Critics embarrassing critics, I: A writer, who fancies himself an investigative reporter, posed the following to Vanessa Williams: “When this room met with UPN in January, there was a scheduled South Beach session (in which Williams had a starring role). But we were told that there would be no press conference because of the unfortunate news of a death in your family. Were you aware that South Beach canceled its press conference because of this news?”
As icily as she should have, Williams retorted, “I knew nothing. But thank you for mentioning my father.”

Critics embarrassing critics, II: CBS Entertainment President Nina Tassler was asked (obviously by a female critic), “I’m wondering if you guys are going to be able to up the budget on Rock Star at all, so that you can buy Brooke Burke a bra?”
“That would really put a dent in the budget,” Tassler retorted.

Critics embarrassing critics, III: David Rosenthal, the new show runner of Gilmore Girls, had his past pointlessly dredged up by a writer who must work for a scandal sheet. “It was widely reported about six years ago that you left your family because you were obsessed with Heidi Klum. How do you look back on that? How does that make you the right guy to lead Gilmore Girls?”
Rosenthal showed more class than the inquiring mind. “My personal life is not an issue here. I’m here to talk about the show.”

Double jeopardy: The husband-wife creative team of Josh Goldsmith and CathyYuspa has a good news/bad news situation, which would never confront producers with more clout. They have two new comedies on the fall schedule, ‘Til Death for Fox and Big Day on ABC. They are on at exactly the same time, the killer slot on Thursdays at 8 p.m.
“We’re hoping there’s enough people in America to push both shows over the top,” Yuspa said.
And I’m hoping to grow hair.

What’s wrong with football, I: John Madden explained why arrests and other anti-social behavior are irrelevant to coaches. “In pro sports, if you can still play, someone is going to give you a job. You are going to play no matter what you’ve done.”

What’s wrong with football, II: Kyle Chandler, who plays a high school coach in a football obsessed town in NBC’s Friday Night Lights, learned something about misplaced priorities while doing his research. Chandler said he asked a coach, “What’s the most important factor here? Is it winning or is it the welfare of the kids?”
There was a long pause, Chandler said. “That’s when I realized, if these guys win, great. If they lose, you don’t want to be around town.”

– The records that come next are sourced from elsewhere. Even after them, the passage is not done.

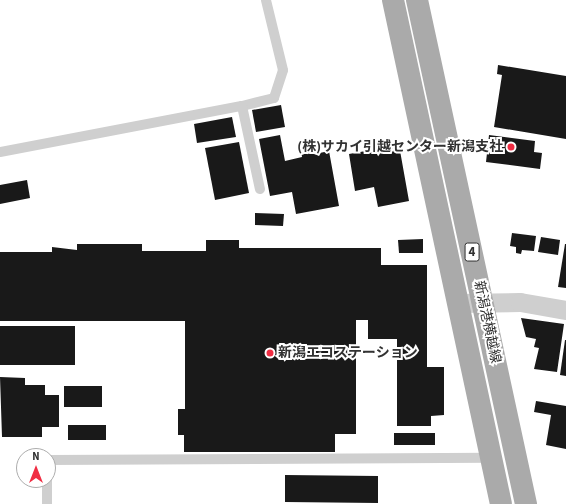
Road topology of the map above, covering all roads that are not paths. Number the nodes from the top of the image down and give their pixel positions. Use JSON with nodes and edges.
{"nodes":[{"id":1,"x":266,"y":0,"type":"edge"},
{"id":2,"x":393,"y":0,"type":"edge"},
{"id":3,"x":417,"y":0,"type":"edge"},
{"id":4,"x":242,"y":106,"type":"junction"},
{"id":5,"x":0,"y":152,"type":"edge"},
{"id":6,"x":260,"y":189,"type":"dead end"},
{"id":7,"x":483,"y":303,"type":"junction"},
{"id":8,"x":458,"y":304,"type":"junction"},
{"id":9,"x":566,"y":310,"type":"edge"},
{"id":10,"x":491,"y":458,"type":"junction"},
{"id":11,"x":56,"y":460,"type":"edge"},
{"id":12,"x":47,"y":488,"type":"edge"},
{"id":13,"x":47,"y":504,"type":"edge"},
{"id":14,"x":501,"y":504,"type":"edge"},
{"id":15,"x":526,"y":504,"type":"edge"}],
"edges":[{"from":1,"to":4,"type":"lane"},
{"from":2,"to":8,"type":"main road","name":"新潟港横越線","number":"4"},
{"from":3,"to":7,"type":"main road","name":"新潟港横越線","number":"4"},
{"from":4,"to":5,"type":"lane"},
{"from":4,"to":6,"type":"lane"},
{"from":7,"to":8,"type":"street"},
{"from":7,"to":9,"type":"street"},
{"from":7,"to":15,"type":"main road","name":"新潟港横越線","number":"4"},
{"from":8,"to":10,"type":"main road","name":"新潟港横越線","number":"4"},
{"from":10,"to":11,"type":"lane"},
{"from":10,"to":14,"type":"main road","name":"新潟港横越線","number":"4"},
{"from":12,"to":13,"type":"lane"}]}
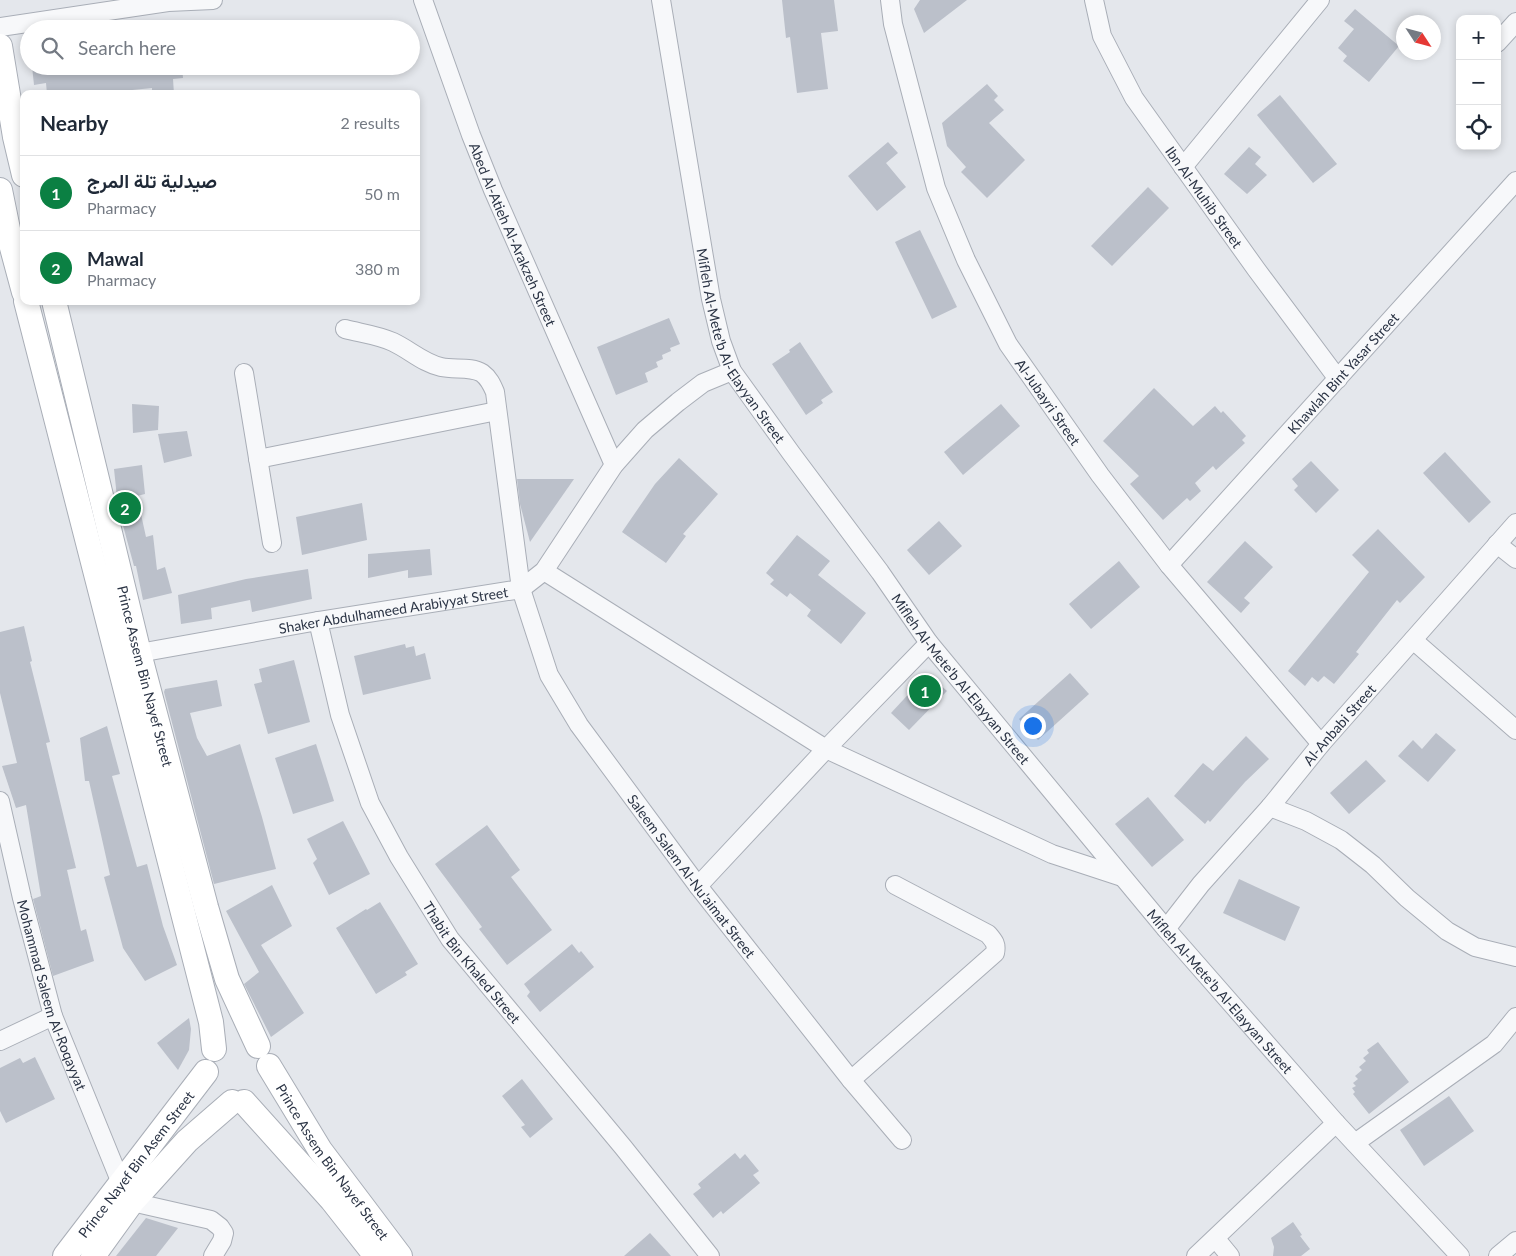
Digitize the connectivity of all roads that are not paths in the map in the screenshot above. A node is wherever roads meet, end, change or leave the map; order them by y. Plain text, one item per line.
1 (208, 0) edge
2 (213, 0) edge
3 (423, 0) edge
4 (661, 0) edge
5 (890, 0) edge
6 (1094, 0) edge
7 (1320, 0) edge
8 (47, 20) edge
9 (1516, 22) edge
10 (20, 24) edge
11 (0, 27) edge
12 (1501, 38) edge
13 (0, 46) edge
14 (20, 158) edge
15 (1183, 166) junction
16 (1516, 181) edge
17 (0, 190) edge
18 (20, 277) edge
19 (27, 305) edge
20 (55, 305) edge
21 (345, 329) dead end
22 (732, 371) junction
23 (244, 373) dead end
24 (1338, 379) junction
25 (497, 411) junction
26 (258, 459) junction
27 (614, 465) junction
28 (1516, 523) edge
29 (272, 543) dead end
30 (1497, 544) junction
31 (1516, 559) edge
32 (1169, 565) junction
33 (544, 571) junction
34 (521, 589) junction
35 (318, 621) junction
36 (1413, 640) junction
37 (929, 644) junction
38 (138, 652) junction
39 (1516, 730) edge
40 (1321, 744) junction
41 (826, 749) junction
42 (0, 802) edge
43 (1270, 807) junction
44 (1122, 878) junction
45 (895, 885) dead end
46 (698, 886) junction
47 (1166, 929) junction
48 (1516, 957) edge
49 (53, 1016) junction
50 (1516, 1017) edge
51 (0, 1041) edge
52 (252, 1043) junction
53 (214, 1049) junction
54 (269, 1066) junction
55 (206, 1072) junction
56 (851, 1080) junction
57 (238, 1102) junction
58 (1336, 1124) junction
59 (902, 1140) dead end
60 (1355, 1143) junction
61 (126, 1192) junction
62 (1216, 1239) junction
63 (1516, 1241) edge
64 (65, 1256) edge
65 (93, 1256) edge
66 (213, 1256) edge
67 (376, 1256) edge
68 (400, 1256) edge
69 (710, 1256) edge
70 (1196, 1256) edge
71 (1230, 1256) edge
72 (1460, 1256) edge
73 (1498, 1256) edge

1 - 2 street
1 - 8 street
3 - 27 street, Abed Al-Atieh Al-Arakzeh Street
4 - 22 street, Mifleh Al-Mete'b Al-Elayyan Street
5 - 32 street, Al-Jubayri Street
6 - 15 street, Ibn Al-Muhib Street
7 - 15 street
9 - 12 street
10 - 11 street
13 - 14 main road
15 - 24 street, Ibn Al-Muhib Street
16 - 24 street, Khawlah Bint Yasar Street
17 - 18 main road
19 - 53 main road, Prince Assem Bin Nayef Street
20 - 38 main road, Prince Assem Bin Nayef Street
21 - 25 street, Saleem Salem Al-Nu'aimat Street
22 - 27 street, Shaker Abdulhameed Arabiyyat Street
22 - 37 street, Mifleh Al-Mete'b Al-Elayyan Street
23 - 26 street
24 - 32 street, Khawlah Bint Yasar Street
25 - 26 street
25 - 34 street, Saleem Salem Al-Nu'aimat Street
26 - 29 street
27 - 33 street, Shaker Abdulhameed Arabiyyat Street
28 - 30 street, Al-Anbabi Street
30 - 31 street
30 - 36 street, Al-Anbabi Street
32 - 40 street, Al-Jubayri Street
33 - 34 street, Shaker Abdulhameed Arabiyyat Street
33 - 41 street
34 - 35 street, Shaker Abdulhameed Arabiyyat Street
34 - 46 street, Saleem Salem Al-Nu'aimat Street
35 - 38 street, Shaker Abdulhameed Arabiyyat Street
35 - 69 street, Thabit Bin Khaled Street
36 - 39 street
36 - 40 street, Al-Anbabi Street
37 - 41 street
37 - 44 street, Mifleh Al-Mete'b Al-Elayyan Street
38 - 52 main road, Prince Assem Bin Nayef Street
40 - 43 street, Al-Anbabi Street
41 - 44 street
41 - 46 street
42 - 49 street, Mohammad Saleem Al-Roqayyat
43 - 47 street, Al-Anbabi Street
43 - 48 street
44 - 47 street, Mifleh Al-Mete'b Al-Elayyan Street
45 - 56 street
46 - 56 street, Saleem Salem Al-Nu'aimat Street
47 - 58 street, Mifleh Al-Mete'b Al-Elayyan Street
49 - 51 street
49 - 61 street, Mohammad Saleem Al-Roqayyat
50 - 60 street
52 - 53 main road
52 - 54 main road
53 - 55 main road
54 - 57 main road
54 - 68 main road, Prince Assem Bin Nayef Street
55 - 57 main road
55 - 61 main road, Prince Nayef Bin Asem Street
56 - 59 street, Saleem Salem Al-Nu'aimat Street
57 - 61 main road, Prince Nayef Bin Asem Street
57 - 67 main road, Prince Assem Bin Nayef Street
58 - 60 street, Mifleh Al-Mete'b Al-Elayyan Street
58 - 62 street
60 - 72 street, Mifleh Al-Mete'b Al-Elayyan Street
61 - 64 main road, Prince Nayef Bin Asem Street
61 - 65 main road, Prince Nayef Bin Asem Street
61 - 66 street
62 - 70 street
62 - 71 street
63 - 73 street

It’ll take more than booze: In the spirit of a new sitcom whose title says it all, Happy Hour, Fox had cocktail waitresses pass out bloody marys and mimosas just before the press conference—at 9:30 in the morning! All but problem drinkers and free-loaders passed. But whether you partook or not, the opinion afterward was the same: Happy Hour is the undisputed, unchallenged worst show of the season.

The truth hurts: NBC Entertainment President Kevin Reilly pointed out that many people have better TVs than homes.

Now that I’ve conquered the press tour, I’m going to Adult Disneyland.

http://blogs.sun-sentinel.com/tv/

fredfa
07-29-06, 06:34 PM
TV Critics Summer Press Tour
Memories on rerun in my head
By ED BARK The Dallas Morning News television writer

PASADENA, Calif. – Leaving on a jet plane, don't know when I'll be back again ...

Sorry for that little indulgence, but the end at last is nigh for Summer Press Tour 2006. Your tired bag of bones, unable to muster another question or absorb another answer, will be vacating the gilded cage today after 18 consecutive days of show and tell.

It all began with a Disney Channel session way back in prehistoric times (July 10). Then the end came Thursday evening with a PBS buffet dinner. So many memories, most of them still barely treading water in a shallow, slowly draining brain pan. But in the company of a rubber, bullet-holed Jason mask – my desk companion since day one – here are a few thoughts that still haven't escaped me.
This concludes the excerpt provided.